Any time an officer records any portion of a contact that the member reasonably believes constitutes evidence in a criminal case, the member shall record the related case number and transfer the file in accordance with current procedure for storing digital files (Policy 805) and document the existence of the recording in the related case report

1.       Transfers should occur at the end of the officer’s shift, or any time the storage capacity is nearing its limit.

  1. Any time an officer reasonably believes a recorded contact may be beneficial in a non-criminal matter (e.g., a hostile contact), the officer should promptly notify a supervisor of the existence of the recording.
  2. Recordings will only be released in a manner that is consistent with the Department’s records release policy and only after all GRAMA requirements are completed.



(a) All recordings shall be retained for a period consistent with the requirements of the Department of Public Safety records retention schedule.



  • When preparing written reports, officers should review their recordings as a Officers should not use the fact that a recording was made as a reason to write a less detailed report.
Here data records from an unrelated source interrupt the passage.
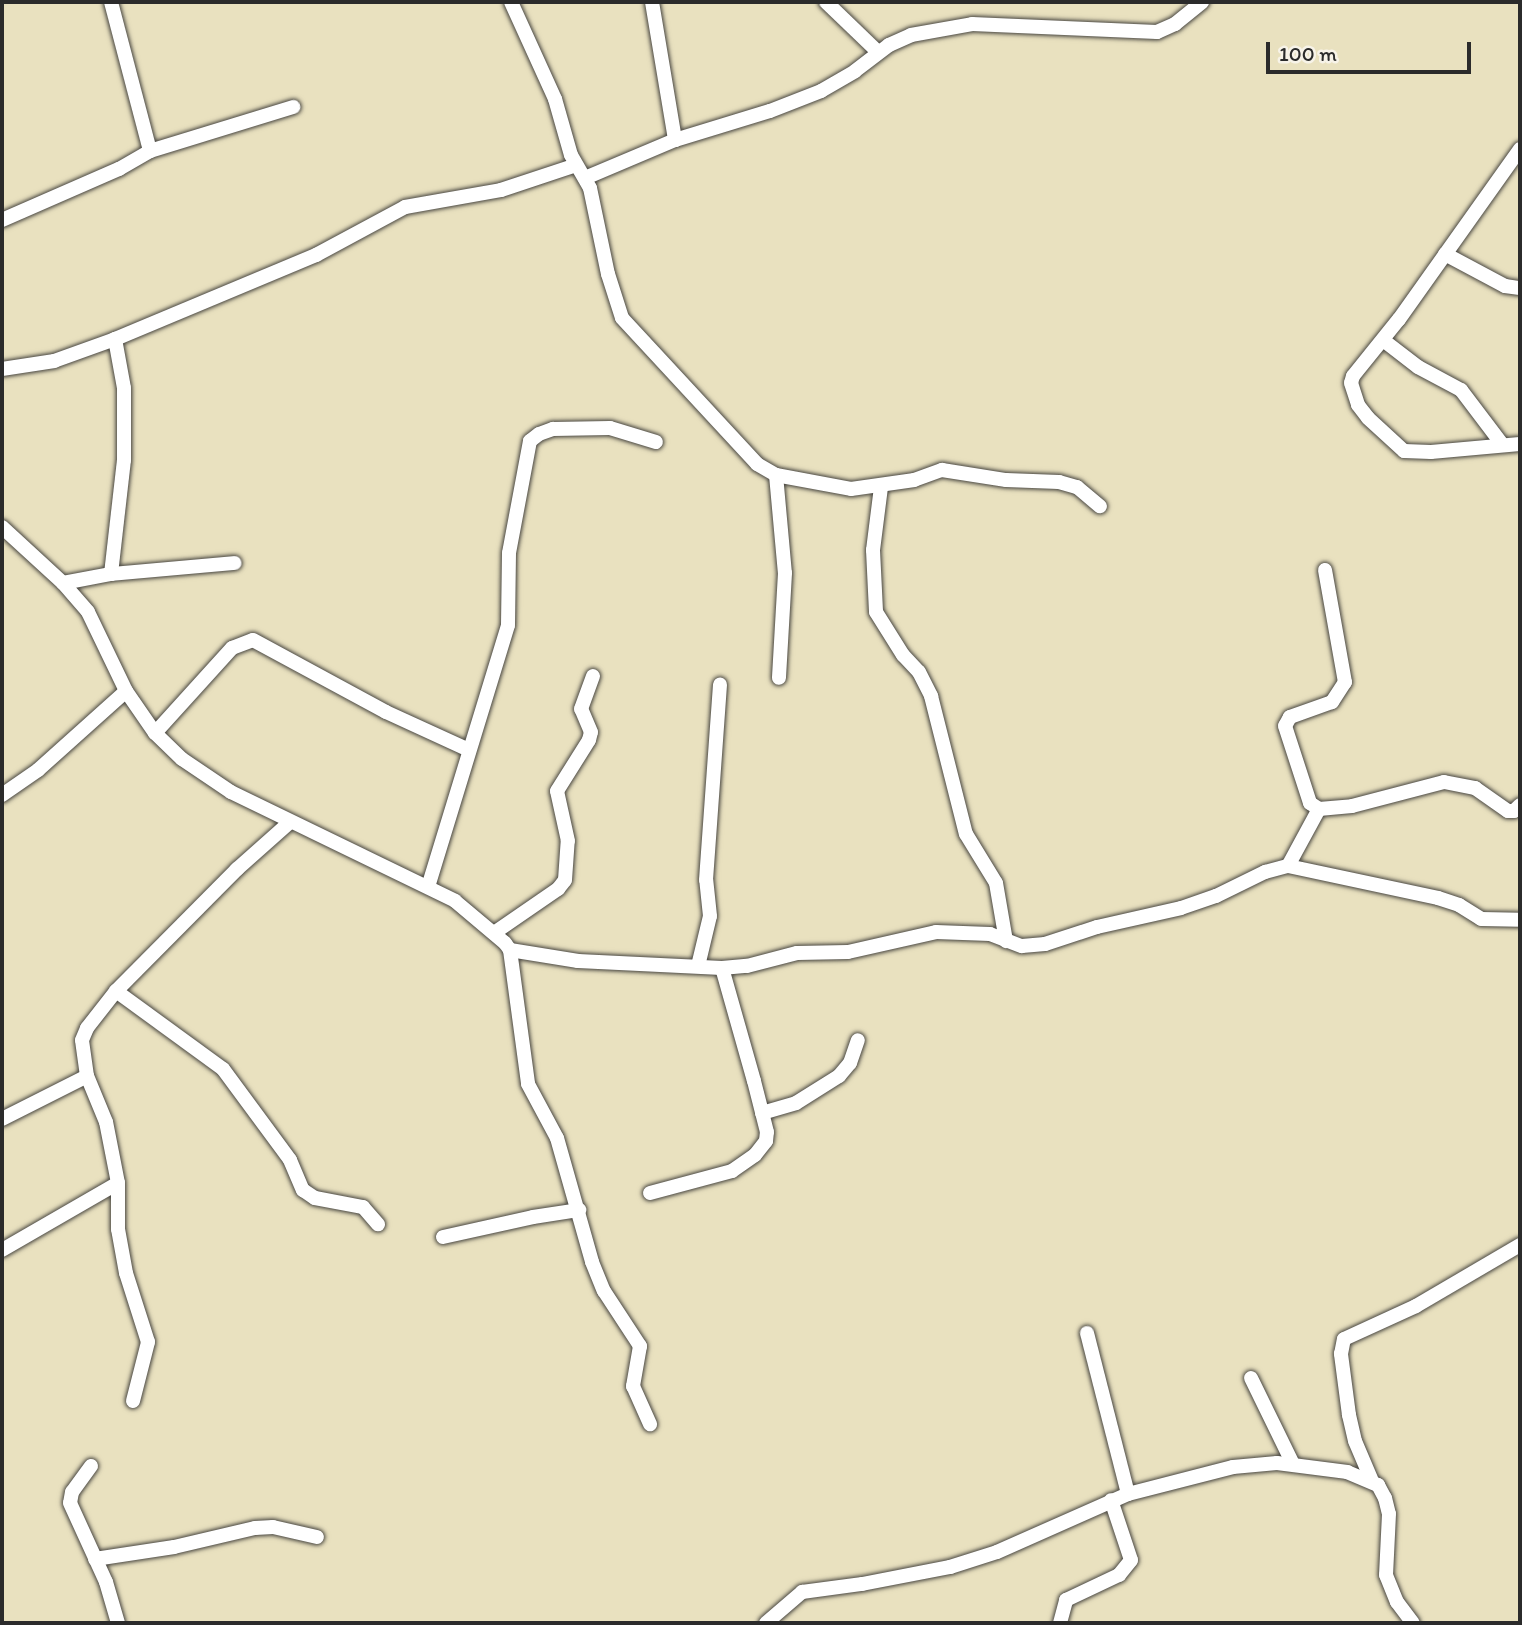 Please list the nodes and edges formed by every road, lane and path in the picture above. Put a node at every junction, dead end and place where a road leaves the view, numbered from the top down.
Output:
1 (111, 2) edge
2 (511, 2) edge
3 (652, 2) edge
4 (826, 2) edge
5 (1202, 2) edge
6 (878, 52) junction
7 (293, 107) dead end
8 (675, 140) junction
9 (1520, 149) edge
10 (150, 151) junction
11 (576, 165) junction
12 (585, 178) junction
13 (2, 220) edge
14 (1445, 254) junction
15 (1520, 288) edge
16 (116, 339) junction
17 (1383, 340) junction
18 (2, 369) edge
19 (656, 442) dead end
20 (1502, 444) junction
21 (1520, 444) edge
22 (776, 475) junction
23 (881, 486) junction
24 (1101, 506) dead end
25 (2, 527) edge
26 (235, 563) dead end
27 (1325, 570) dead end
28 (111, 574) junction
29 (63, 583) junction
30 (593, 676) dead end
31 (779, 678) dead end
32 (720, 684) dead end
33 (126, 691) junction
34 (155, 733) junction
35 (469, 750) junction
36 (2, 795) edge
37 (1520, 805) edge
38 (1319, 810) junction
39 (290, 822) junction
40 (1288, 866) junction
41 (428, 887) junction
42 (1520, 920) edge
43 (494, 933) junction
44 (1006, 941) junction
45 (510, 950) junction
46 (698, 966) junction
47 (722, 968) junction
48 (116, 991) junction
49 (858, 1040) dead end
50 (87, 1076) junction
51 (762, 1114) junction
52 (2, 1119) edge
53 (118, 1183) junction
54 (650, 1193) dead end
55 (579, 1210) junction
56 (378, 1224) dead end
57 (443, 1237) dead end
58 (1520, 1245) edge
59 (2, 1250) edge
60 (1087, 1333) dead end
61 (1251, 1378) dead end
62 (133, 1401) dead end
63 (650, 1424) dead end
64 (1293, 1464) junction
65 (91, 1466) dead end
66 (1372, 1481) junction
67 (1128, 1494) junction
68 (1111, 1500) junction
69 (317, 1536) dead end
70 (95, 1559) junction
71 (118, 1623) edge
72 (766, 1623) edge
73 (1060, 1623) edge
74 (1413, 1623) edge

1 - 10 street
2 - 11 street
3 - 8 street
4 - 6 street
5 - 6 street
6 - 8 street
7 - 10 street
8 - 12 street
9 - 14 street
10 - 13 street
11 - 12 street
11 - 16 street
12 - 22 street
14 - 15 street
14 - 17 street
16 - 18 street
16 - 28 street
17 - 20 street
17 - 20 street
19 - 35 street
20 - 21 street
22 - 23 street
22 - 31 street
23 - 24 street
23 - 44 street
25 - 29 street
26 - 28 street
27 - 38 street
28 - 29 street
29 - 33 street
30 - 43 street
32 - 46 street
33 - 34 street
33 - 36 street
34 - 35 street
34 - 39 street
35 - 41 street
37 - 38 street
38 - 40 street
39 - 41 street
39 - 48 street
40 - 42 street
40 - 44 street
41 - 43 street
43 - 45 street
44 - 47 street
45 - 46 street
45 - 55 street
46 - 47 street
47 - 51 street
48 - 50 street
48 - 56 street
49 - 51 street
50 - 52 street
50 - 53 street
51 - 54 street
53 - 59 street
53 - 62 street
55 - 57 street
55 - 63 street
58 - 66 street
60 - 67 street
61 - 64 street
64 - 66 street
64 - 67 street
65 - 70 street
66 - 74 street
67 - 68 street
68 - 72 street
68 - 73 street
69 - 70 street
70 - 71 street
Supervisors are required to review relevant recordings any time they are investigating alleged misconduct or reports of meritorious conduct or whenever such recordings would be beneficial in reviewing the officer’s performance.
  • Recorded files may also be reviewed:
    • Upon approval by a supervisor, by any member of the Department who is participating in an official investigation, such as a personnel complaint, administrative investigation or criminal investigation.
    • Pursuant to lawful process or by court personnel who are otherwise authorized to review evidence in a related case.
    • By department media personnel with permission of the commissioner or the authorized designee.
    • In compliance with a public records request, if permitted, and in accordance with the Records Release and Security Policy.
  • Recordings that unreasonably violate a person’s privacy or sense of dignity should not be publicly released unless disclosure is required by law or order of the court.
  • Editing any video or audio recording, with the intent to remove any part of an incident is strictly forbidden.


When the Portable Digital Video Recorder is of the type that continuously captures video or has the ability to capture “pre-event” video footage upon activation, the recorder should be turned off when the trooper is using a restroom, changing clothes, or in any non-law enforcement personal situation which is private in nature.